Protease inhibitors have been usually isolated through a number of steps using various chromatographical methods, which are time consuming and tedious. In this report, an efficient and low-cost acrylamide affinity gel electrophoresis method for the detection and isolation of chymotrypsin inhibitor from a crude extract was studied. The affinity gel was obtained by immobilization of chymotrypsin on 5% (w/v) poly acrylamide-oleic acid gel, and the immobilized chymotrypsin showed high stability under varied concentrations of urea (0 to 8M), pH (4 to 10) and temperature (30 to 80 degrees C). The affinity gel made of immobilized chymotrypsin was applied to polyacrylamide affinity gel electrophoresis and reverse electrode electro-elution using a modified commercial electrophoresis kit.
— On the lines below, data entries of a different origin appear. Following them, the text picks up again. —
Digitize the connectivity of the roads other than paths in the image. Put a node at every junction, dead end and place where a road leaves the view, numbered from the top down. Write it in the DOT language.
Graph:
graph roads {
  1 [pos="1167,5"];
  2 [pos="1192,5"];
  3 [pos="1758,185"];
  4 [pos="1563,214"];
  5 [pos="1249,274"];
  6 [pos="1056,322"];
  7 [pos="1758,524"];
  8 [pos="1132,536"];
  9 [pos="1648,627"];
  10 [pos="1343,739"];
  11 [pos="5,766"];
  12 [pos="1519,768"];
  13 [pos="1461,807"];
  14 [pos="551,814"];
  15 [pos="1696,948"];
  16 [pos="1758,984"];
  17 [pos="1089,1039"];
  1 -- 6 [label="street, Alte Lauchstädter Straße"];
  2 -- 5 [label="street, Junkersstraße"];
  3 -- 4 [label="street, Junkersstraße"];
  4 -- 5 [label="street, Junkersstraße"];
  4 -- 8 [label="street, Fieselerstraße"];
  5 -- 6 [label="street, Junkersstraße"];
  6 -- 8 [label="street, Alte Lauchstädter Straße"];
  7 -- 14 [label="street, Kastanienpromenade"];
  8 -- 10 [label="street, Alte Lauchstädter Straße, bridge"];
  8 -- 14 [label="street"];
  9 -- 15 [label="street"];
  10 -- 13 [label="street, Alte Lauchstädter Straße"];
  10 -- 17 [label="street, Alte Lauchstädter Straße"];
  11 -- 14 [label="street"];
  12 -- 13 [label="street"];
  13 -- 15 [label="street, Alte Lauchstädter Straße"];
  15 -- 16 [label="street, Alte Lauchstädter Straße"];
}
Polyacrylamide affinity gel electrophoresis method showed higher isolation efficiency for chymotrypsin inhibitor from Ganoderma lucidum crude extract than a chromatographical method. Specific activity and yield of chymotrypsin inhibitor increased around 2.3-folds and 1.4-folds, respectively, compared with a chromatographical method. Also, two isomers of the inhibitor could be isolated by this method. Therefore, this method can be applied for the detection and isolation of bio-active molecules as a fast and economical method.